The input>
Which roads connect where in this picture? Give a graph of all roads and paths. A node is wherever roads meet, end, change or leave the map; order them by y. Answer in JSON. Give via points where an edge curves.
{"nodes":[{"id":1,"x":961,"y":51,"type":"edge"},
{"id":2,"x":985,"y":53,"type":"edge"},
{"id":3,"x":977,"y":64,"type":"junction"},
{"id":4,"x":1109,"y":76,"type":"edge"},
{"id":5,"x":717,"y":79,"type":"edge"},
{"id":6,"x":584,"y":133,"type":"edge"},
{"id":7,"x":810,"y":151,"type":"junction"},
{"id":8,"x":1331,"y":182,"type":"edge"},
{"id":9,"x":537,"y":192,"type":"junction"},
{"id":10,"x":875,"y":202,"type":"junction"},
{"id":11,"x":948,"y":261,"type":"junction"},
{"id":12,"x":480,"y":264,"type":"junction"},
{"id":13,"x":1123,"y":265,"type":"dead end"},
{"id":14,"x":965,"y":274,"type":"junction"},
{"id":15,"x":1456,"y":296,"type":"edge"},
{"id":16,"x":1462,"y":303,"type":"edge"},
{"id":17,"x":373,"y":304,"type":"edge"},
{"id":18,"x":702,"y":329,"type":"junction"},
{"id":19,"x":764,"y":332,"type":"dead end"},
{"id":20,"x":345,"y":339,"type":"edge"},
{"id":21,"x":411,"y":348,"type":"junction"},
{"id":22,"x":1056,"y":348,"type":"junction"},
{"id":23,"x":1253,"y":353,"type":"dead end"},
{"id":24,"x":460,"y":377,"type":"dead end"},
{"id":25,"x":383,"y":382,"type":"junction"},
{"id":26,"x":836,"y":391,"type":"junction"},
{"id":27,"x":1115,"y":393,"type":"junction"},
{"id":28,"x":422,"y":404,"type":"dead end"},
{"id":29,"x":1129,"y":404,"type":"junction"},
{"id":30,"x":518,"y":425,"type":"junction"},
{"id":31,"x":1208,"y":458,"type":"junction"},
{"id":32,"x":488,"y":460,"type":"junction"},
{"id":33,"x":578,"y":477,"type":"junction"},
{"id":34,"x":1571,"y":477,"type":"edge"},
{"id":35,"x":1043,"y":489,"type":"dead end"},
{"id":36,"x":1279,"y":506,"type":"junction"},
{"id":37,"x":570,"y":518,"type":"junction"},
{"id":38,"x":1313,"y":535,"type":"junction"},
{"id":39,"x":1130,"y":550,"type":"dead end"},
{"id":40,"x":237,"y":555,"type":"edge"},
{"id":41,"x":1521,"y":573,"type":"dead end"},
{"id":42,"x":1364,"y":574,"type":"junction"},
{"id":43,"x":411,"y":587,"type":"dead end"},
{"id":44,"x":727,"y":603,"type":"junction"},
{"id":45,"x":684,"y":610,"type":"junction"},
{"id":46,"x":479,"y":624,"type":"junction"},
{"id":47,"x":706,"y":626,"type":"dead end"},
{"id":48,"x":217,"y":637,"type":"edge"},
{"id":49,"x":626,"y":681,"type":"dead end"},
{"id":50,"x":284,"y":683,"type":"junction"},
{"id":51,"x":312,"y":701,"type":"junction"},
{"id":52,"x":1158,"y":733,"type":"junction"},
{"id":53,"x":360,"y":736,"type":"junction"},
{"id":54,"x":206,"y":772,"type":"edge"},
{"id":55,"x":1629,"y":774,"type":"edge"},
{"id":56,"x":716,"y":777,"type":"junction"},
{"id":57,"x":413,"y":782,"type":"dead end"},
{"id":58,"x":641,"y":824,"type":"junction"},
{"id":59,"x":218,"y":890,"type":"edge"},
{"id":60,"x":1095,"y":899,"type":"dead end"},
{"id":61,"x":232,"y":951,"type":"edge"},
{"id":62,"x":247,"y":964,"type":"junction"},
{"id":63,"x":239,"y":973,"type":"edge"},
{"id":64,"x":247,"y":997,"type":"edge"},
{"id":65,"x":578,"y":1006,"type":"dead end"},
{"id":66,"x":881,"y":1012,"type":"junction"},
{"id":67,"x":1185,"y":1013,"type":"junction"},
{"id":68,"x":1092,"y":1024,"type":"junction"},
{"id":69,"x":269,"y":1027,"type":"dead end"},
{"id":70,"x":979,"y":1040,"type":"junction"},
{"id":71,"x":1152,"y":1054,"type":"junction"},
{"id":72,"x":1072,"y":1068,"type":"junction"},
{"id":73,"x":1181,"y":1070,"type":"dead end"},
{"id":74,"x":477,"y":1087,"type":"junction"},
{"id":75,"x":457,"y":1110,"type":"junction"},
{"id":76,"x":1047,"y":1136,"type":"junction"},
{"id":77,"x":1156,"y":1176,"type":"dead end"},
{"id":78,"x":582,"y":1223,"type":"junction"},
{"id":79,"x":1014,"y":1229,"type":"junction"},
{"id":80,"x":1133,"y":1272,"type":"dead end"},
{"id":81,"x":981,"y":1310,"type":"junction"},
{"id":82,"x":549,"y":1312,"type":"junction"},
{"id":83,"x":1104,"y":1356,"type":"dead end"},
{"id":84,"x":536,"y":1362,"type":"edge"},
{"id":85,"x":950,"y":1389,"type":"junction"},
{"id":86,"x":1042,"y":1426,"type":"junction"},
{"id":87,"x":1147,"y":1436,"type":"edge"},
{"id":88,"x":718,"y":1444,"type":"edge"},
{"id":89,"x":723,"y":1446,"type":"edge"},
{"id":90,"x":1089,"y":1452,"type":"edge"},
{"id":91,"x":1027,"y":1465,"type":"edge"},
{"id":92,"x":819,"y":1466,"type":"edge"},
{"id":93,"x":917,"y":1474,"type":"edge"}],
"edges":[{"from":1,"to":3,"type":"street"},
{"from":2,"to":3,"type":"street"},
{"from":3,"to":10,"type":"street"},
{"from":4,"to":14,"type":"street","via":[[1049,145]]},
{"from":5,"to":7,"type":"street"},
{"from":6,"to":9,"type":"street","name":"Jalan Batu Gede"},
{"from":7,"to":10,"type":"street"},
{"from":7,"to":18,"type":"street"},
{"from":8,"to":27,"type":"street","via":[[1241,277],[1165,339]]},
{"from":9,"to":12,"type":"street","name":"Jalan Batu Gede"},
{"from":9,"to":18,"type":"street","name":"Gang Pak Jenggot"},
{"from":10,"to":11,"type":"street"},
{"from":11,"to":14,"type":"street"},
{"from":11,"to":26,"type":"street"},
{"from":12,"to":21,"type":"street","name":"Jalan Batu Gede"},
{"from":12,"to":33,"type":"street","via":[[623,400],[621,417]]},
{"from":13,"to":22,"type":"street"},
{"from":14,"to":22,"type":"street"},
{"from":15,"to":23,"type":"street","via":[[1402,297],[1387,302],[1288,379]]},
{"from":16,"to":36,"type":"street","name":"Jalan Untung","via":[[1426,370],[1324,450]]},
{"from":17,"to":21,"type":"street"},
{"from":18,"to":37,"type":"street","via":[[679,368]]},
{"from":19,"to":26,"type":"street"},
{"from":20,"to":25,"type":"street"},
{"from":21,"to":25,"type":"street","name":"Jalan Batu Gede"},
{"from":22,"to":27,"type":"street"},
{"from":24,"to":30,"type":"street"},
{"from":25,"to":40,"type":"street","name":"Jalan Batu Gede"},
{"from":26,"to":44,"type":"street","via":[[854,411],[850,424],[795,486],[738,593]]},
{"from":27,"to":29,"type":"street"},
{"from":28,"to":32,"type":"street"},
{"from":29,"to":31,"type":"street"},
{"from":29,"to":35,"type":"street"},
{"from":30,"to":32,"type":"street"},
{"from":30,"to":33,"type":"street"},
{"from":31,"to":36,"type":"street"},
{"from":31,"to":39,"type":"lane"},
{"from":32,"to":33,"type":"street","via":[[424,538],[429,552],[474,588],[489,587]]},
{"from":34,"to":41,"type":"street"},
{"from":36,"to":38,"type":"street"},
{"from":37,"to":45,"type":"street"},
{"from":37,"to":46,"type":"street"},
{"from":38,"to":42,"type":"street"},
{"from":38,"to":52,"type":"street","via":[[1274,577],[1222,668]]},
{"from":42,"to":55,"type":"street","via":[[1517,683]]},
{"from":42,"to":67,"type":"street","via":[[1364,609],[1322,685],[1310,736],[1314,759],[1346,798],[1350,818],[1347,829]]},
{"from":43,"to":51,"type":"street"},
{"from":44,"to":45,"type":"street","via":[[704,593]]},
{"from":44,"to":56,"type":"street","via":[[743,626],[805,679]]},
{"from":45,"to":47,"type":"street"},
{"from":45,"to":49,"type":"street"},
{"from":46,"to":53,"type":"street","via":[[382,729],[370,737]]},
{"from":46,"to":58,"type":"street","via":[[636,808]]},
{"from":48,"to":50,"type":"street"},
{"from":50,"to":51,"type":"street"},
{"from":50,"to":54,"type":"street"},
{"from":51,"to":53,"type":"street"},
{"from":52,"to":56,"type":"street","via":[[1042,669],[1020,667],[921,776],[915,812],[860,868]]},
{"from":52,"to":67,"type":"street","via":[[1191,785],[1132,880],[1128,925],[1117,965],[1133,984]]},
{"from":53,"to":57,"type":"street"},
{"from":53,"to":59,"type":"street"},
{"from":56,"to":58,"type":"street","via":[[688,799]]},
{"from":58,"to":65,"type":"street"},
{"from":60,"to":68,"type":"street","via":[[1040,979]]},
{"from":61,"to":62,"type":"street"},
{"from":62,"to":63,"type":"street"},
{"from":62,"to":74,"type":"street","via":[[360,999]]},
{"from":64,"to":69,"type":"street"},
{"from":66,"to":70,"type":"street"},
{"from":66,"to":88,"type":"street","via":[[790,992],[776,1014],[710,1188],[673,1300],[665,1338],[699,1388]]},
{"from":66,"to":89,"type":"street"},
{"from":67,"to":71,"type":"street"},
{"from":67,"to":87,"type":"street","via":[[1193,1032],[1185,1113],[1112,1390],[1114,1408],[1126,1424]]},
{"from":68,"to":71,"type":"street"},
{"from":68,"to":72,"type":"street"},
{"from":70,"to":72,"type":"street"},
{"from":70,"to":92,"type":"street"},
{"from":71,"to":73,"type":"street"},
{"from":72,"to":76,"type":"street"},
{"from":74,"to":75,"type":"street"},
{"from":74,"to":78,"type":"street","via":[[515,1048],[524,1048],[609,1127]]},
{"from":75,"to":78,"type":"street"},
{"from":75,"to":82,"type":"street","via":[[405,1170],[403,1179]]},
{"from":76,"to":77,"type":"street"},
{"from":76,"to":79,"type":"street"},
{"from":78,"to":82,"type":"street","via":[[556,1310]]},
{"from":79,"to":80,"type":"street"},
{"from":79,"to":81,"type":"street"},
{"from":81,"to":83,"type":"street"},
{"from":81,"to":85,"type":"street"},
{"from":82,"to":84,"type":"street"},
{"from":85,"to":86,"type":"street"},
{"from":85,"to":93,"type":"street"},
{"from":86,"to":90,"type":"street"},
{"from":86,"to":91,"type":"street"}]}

Task prompt> Search the material for the word "Gede" and copy each line where it occurs.

Answer area>
{"from":6,"to":9,"type":"street","name":"Jalan Batu Gede"},
{"from":9,"to":12,"type":"street","name":"Jalan Batu Gede"},
{"from":12,"to":21,"type":"street","name":"Jalan Batu Gede"},
{"from":21,"to":25,"type":"street","name":"Jalan Batu Gede"},
{"from":25,"to":40,"type":"street","name":"Jalan Batu Gede"},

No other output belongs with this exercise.